John Hampton edited this page Jun 5, 2016 · 10 revisions

Study group members should aim to post exercise solutions by Saturday of each week.

Exercise solutions can be posted in two ways:

  • Adding files to individual feature branches for each chapter (recommended):

    • For each chapter, create a new feature branch off of master - ideally with your name - example: jjhampton/chapter2-exercises. Also include your name in each file name, so other study group members don't accidentally overwrite your work - example: jjhampton-ch2-ex1-triangle.js. Each chapter already has a directory in the repo where the exercise solutions should be saved in - example "Chapter-2-Exercises".

    • When your chapter-branch has been created on GitHub and all of your exercise solutions for the chapter have been committed/pushed, open a Pull Request (PR) from your chapter-branch into the master branch. While your PR is open, others can also post feedback on your code as PR comments. After your PR is reviewed, it can be merged in / closed. When a PR is opened / closed, an automated Slack message will be posted to the Slack channel.

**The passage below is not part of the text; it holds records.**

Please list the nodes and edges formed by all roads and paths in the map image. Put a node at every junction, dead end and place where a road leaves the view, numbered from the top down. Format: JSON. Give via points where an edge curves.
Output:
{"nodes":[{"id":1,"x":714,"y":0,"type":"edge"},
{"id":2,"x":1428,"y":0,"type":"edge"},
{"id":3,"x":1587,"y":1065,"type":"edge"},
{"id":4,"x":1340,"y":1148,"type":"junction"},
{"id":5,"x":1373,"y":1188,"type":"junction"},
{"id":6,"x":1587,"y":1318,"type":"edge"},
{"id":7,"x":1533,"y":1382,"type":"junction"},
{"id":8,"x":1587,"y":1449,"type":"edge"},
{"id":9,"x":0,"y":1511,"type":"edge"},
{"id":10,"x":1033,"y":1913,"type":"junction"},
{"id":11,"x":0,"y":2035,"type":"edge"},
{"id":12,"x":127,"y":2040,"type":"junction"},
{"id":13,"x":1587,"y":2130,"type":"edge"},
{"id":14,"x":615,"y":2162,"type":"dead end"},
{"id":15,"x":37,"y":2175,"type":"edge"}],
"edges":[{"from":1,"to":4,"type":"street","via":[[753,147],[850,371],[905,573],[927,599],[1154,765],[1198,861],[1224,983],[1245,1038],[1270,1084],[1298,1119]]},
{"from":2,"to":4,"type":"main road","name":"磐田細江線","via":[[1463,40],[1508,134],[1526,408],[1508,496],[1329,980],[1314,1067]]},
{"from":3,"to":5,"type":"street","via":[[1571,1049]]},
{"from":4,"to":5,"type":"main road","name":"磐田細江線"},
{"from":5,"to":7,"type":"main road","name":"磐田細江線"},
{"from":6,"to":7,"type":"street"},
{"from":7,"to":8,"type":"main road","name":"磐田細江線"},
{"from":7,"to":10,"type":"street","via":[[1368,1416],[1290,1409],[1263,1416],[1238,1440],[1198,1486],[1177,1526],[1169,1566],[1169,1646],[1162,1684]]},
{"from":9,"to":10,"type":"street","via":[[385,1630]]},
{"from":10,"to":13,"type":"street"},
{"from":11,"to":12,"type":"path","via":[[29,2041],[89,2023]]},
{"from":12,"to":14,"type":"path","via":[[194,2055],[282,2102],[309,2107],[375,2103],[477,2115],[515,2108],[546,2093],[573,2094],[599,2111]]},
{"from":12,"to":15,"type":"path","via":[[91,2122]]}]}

    • This is the recommended workflow, as it most closely resembles a commonly-used Git workflow on a collaborative web project. Users not experienced in using Git may learn a bit more about using Git if they follow this approach.

  • Adding files directly to the master branch:

    • You may commit/push up your individual exercise files directly to the master branch. Committing directly to master is generally not a best practice on a real project. In our case, there's really no harm done, since we're just adding separate files which don't affect any other files. Anyone should be safe committing directly to master as long as they only add/edit their own files and don't modify anyone else's.

    • One issue w/ committing directly to master is that if multiple people are doing that around the same time, your local version of master may get behind the remote master, and when you try to push up a change to GitHub, Git will tell you: Updates were rejected because the tip of your current branch is behind its remote counterpart. This is because there are newer commits on the remote (GitHub) than you have on your local machine, most likely from commits to master that others have made since you last did a git pull or git fetch. If you see that, you'll have to git pull or git pull --rebase so your local master is up-to-date with the remote changes on GitHub, and then you can try to git push again.

  • Links to external code snippets:

    • Publish your code with any code-snippet sharing service - popular ones are Gist, CodePen, JSBin, or Plunker

    • Post your code snippet link in GitHub Issues or the Slack channel so others can review your work.

    • If you're not experienced with Git/GitHub or simply don't want to create new branches/PRs, this option may be easier.